Quantity of mRNA for mtTFA, NRF-1, and NRF-2 (Figure 3A) in perirenal adipose of late gestation control (CONT) and long-term hypoxic (LTH) fetal sheep. All 3 transcription factors were significantly elevated (*P < .05) in the perirenal adipose of the LTH fetus. Messenger RNA for the housekeeping gene, cyclophilin (Figure 3B), was not different between the 2 groups. (n = 6 per group; mean ± SEM). mtTFA indicates mitochondrial transcription factor A; NRF, nuclear respiratory factor; SEM, standard error of the mean.

Figure 4.

Quantity of mRNA for COX-I (A), COX-2 (B), and COX-IV (C) in perirenal adipose of late gestation control (CONT) and long-term hypoxic (LTH) fetal sheep.
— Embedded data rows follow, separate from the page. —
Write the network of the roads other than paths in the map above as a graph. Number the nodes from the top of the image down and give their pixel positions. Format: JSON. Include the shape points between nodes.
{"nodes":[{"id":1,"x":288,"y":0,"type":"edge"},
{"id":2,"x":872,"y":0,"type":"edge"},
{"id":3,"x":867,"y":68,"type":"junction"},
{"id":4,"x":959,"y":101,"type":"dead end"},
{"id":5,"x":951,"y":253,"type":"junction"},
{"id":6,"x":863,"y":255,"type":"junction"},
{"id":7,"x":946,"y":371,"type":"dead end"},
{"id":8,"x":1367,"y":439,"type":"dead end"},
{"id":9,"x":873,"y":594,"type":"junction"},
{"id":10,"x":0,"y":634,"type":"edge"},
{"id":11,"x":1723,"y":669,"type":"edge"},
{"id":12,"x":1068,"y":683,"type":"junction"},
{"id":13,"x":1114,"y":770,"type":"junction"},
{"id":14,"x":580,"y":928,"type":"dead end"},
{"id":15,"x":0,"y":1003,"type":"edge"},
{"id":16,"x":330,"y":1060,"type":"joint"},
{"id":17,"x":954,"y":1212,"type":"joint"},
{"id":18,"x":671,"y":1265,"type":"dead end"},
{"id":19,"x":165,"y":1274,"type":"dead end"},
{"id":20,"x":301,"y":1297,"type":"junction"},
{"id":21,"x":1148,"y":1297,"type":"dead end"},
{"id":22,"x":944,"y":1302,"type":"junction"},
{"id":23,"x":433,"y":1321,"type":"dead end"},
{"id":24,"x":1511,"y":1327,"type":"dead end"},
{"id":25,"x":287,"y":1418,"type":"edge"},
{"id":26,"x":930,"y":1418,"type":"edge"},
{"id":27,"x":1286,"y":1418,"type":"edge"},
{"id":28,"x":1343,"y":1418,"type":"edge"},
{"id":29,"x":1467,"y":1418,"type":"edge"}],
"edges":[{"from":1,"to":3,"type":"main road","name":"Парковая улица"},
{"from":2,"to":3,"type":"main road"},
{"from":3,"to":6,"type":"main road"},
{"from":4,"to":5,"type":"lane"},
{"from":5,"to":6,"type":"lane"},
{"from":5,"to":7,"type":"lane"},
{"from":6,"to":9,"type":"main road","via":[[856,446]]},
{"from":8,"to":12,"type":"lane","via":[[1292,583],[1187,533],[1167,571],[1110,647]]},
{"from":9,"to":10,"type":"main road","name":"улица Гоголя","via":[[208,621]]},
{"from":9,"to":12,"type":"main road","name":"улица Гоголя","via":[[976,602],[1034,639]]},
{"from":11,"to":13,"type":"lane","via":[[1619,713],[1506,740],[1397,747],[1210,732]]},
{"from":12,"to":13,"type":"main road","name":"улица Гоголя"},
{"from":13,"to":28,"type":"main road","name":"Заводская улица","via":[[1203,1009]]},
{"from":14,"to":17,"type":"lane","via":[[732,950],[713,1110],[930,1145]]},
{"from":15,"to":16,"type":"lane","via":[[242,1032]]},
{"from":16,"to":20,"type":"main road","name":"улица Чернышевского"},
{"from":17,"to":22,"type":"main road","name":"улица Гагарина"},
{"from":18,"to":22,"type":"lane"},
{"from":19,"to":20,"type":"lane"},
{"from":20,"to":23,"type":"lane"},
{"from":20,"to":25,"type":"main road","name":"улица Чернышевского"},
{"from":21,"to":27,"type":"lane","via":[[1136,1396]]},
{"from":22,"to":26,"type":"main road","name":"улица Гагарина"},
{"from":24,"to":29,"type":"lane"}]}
All 3 cytochrome oxidases were significantly elevated (*P < .05) in the perirenal adipose of the LTH fetus. (n = 6 per group; mean ± SEM). COX indicates cytochrome c oxidase; SEM, standard error of the mean.

Figure 5.

Chromosomal DNA content (μg DNA/mg tissue) in perirenal adipose obtained from control (CONT) and long-term hypoxic (LTH) late gestation fetal sheep (A). Chromosomal DNA content was significantly (*P < .05) lower in the perirenal fat of LTH fetuses indicative of decreased cellularity. Mitochondrial and chromosomal DNA concentrations were not different in the perirenal adipose of CONT and LTH fetuses (5B) nor were the ratios of mitochondrial (mt) to chromosomal DNA (C), indicative of similar mitochondrial numbers in the 2 groups. (n = 6 per group; mean ± SEM). SEM indicates standard error of the mean.

Figure 6.

Quantity of mRNA for 2 markers for cell division (Ki67 and PCNA) were significantly lower (*P < .05) in the perirenal adipose of the late gestation LTH fetus (n = 6 per group; mean ± SEM). mRNA indicates messenger RNA; SEM, standard error of the mean; PCNA, proliferating cell nuclear antigen.

Figure 7.

Hematoxylin and eosin staining of perirenal adipose tissue from control and long-term hypoxic (LTH) fetuses (A; 20× magnification). No differences were observed in the number of dominant locules by locular area (μmol/L²; B) or percentage of total locular area (C) between control and LTH perirenal adipose samples.